Bonapartist - History

History

Bonapartism had its followers from 1815 forward among those who never accepted the defeat at Waterloo or the Congress of Vienna. Napoleon I's death in exile on Saint Helena in 1821 only transferred the allegiance of many of these persons to other members of his family; however, particularly after the death of Napoleon's son, the Duke of Reichstadt (known to Bonapartists as Napoleon II), there were several different members of the family on whom the Bonapartist hopes rested.

The disturbances of 1848 gave this group hope. Bonapartism as an ideology of politically neutral French peasants and workers (EJ Hobsbawm) was essential in the election of Napoleon I's nephew Louis Napoleon Bonaparte as President of the Second Republic, and gave him the political support necessary for his 1852 discarding of the constitution and proclaiming the Second Empire. Louis Napoleon Bonaparte assumed the title Napoleon III to acknowledge the brief reign of Napoleon's son Napoleon II at the end of the Hundred Days in 1815.

In 1870, the French National Assembly forced Napoleon III to sign a declaration of war that led France to a disastrous defeat at the hands of Prussia in the Franco-Prussian War. The emperor surrendered himself to the Prussians and their German allies to avoid further bloodshed at the Battle of Sedan (1870), and went into exile after a parliamentary coup created the Third Republic.

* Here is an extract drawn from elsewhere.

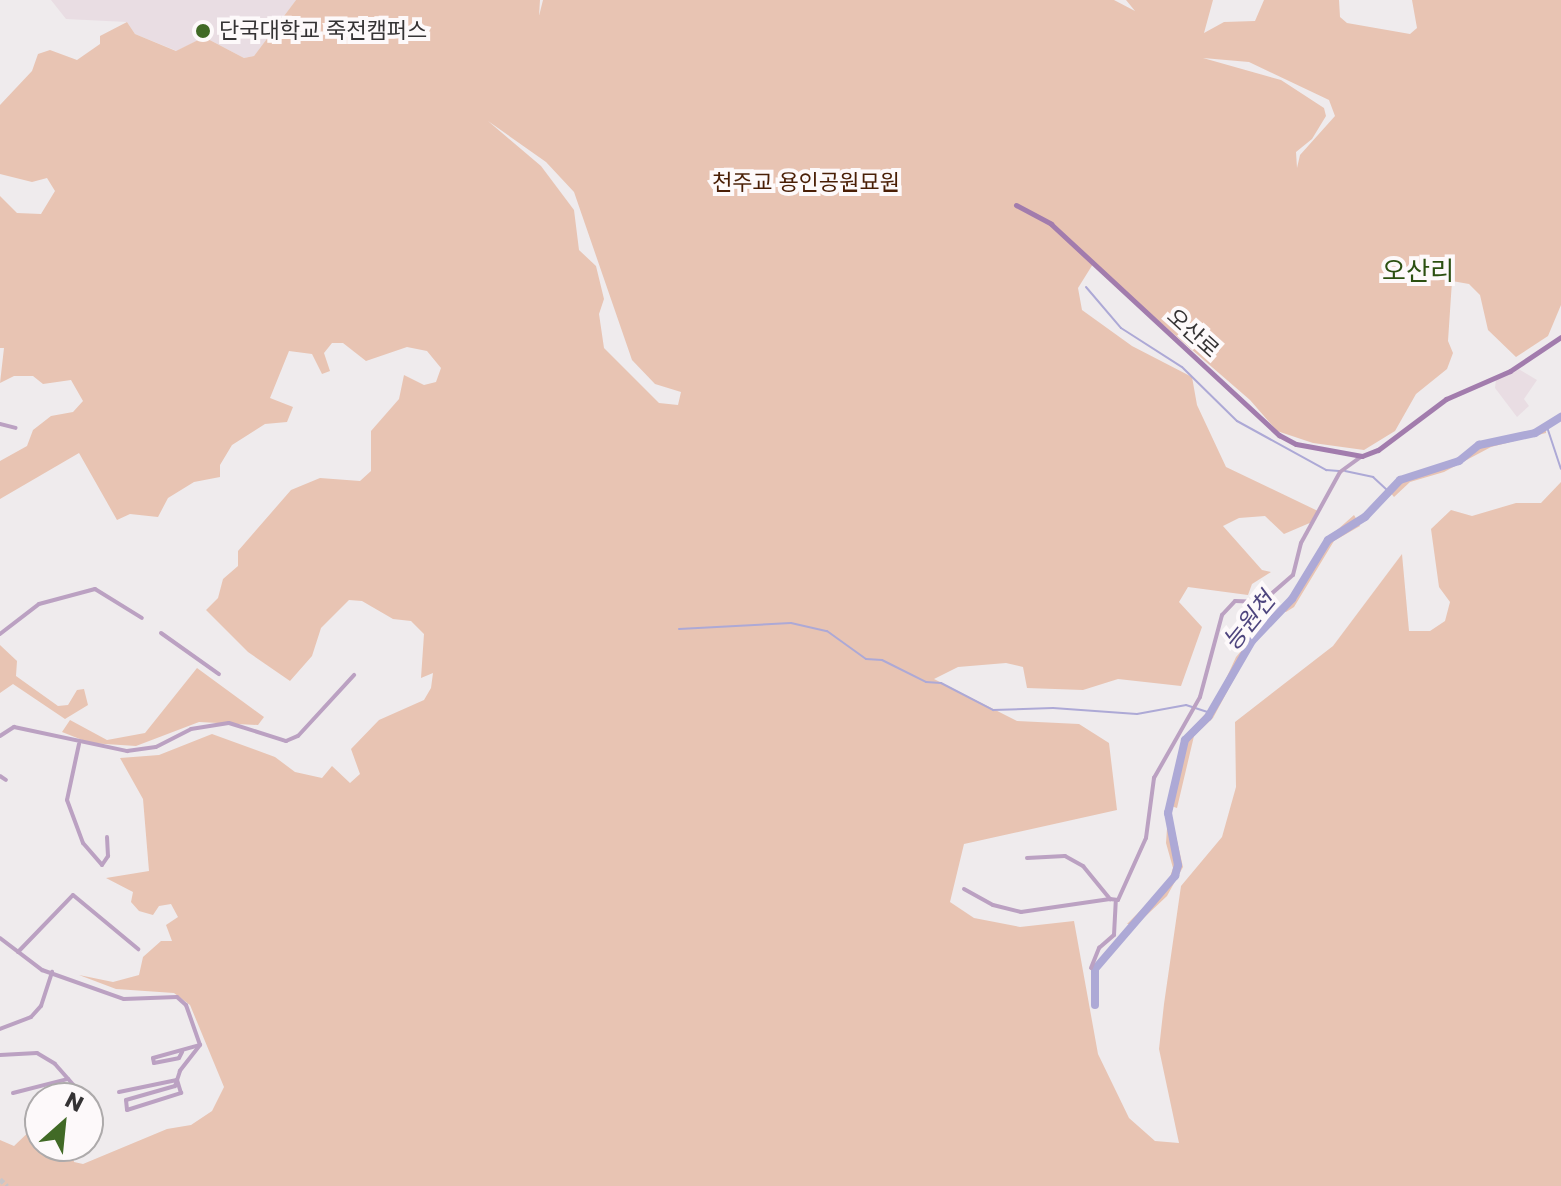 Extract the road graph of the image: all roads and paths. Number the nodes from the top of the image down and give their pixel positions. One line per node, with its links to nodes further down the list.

Afterwards, Bonapartists continued to aspire and to agitate for another member of the family to be placed on the throne. However, from 1871 forward, they competed with Monarchist groups that favoured the restoration of the family of Louis-Philippe, King of the French (1830–1848) (the Orléanists), and with those who favoured the restoration of the House of Bourbon, the traditional French royal family (Legitimists). The strength of these three factions combined was almost undoubtedly greater than that of the Republicans of the era, but as the three proved to be irreconcilable on the choice of who should be the new French monarch, Monarchist fervor eventually waned and the French Republic became more or less a permanent facet of French life; Bonapartism was slowly relegated to being the civic faith of a few romantics as more of a hobby than a practical political philosophy. The death knell for Bonapartism was probably sounded when Eugène Bonaparte, the only son of Napoleon III, was killed in action while serving as a British Army officer in Zululand in 1879. Thereafter Bonapartism ceased to be a significant political force.

The current head of the family is the Prince Napoleon great-great-great-grandson of Napoleon I's brother Jérôme Bonaparte, Jean-Christophe Napoléon (born 1986). There are no remaining descendants in male line from any other of Napoleon's brothers, and no serious political movement that aims to restore any of these men to the imperial throne of France.